Only the number is wanted: how many lines in the data contain "edges"?

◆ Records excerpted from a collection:

━━━━━━

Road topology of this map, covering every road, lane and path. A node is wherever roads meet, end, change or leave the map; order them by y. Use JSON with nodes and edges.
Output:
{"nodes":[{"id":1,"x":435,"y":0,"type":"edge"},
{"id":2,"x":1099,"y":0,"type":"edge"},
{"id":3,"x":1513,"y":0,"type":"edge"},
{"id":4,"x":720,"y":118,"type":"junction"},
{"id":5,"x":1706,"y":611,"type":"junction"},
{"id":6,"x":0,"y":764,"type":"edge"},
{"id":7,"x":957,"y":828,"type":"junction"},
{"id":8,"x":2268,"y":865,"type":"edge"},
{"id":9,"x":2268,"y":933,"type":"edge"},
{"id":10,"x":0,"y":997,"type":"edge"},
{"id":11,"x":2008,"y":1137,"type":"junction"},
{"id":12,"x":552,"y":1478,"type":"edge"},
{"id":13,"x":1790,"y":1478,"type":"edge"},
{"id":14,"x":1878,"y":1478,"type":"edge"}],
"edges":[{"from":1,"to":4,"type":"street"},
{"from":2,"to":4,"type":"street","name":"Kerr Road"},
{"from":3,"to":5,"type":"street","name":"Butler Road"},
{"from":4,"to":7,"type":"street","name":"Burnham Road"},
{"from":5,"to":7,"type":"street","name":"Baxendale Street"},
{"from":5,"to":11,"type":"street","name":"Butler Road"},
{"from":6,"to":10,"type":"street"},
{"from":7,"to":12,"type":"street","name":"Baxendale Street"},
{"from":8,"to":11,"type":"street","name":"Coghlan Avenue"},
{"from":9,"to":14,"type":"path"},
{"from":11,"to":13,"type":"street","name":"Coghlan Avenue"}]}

━━━━━━

◆ SOLUTION TO THE PROBLEM: 2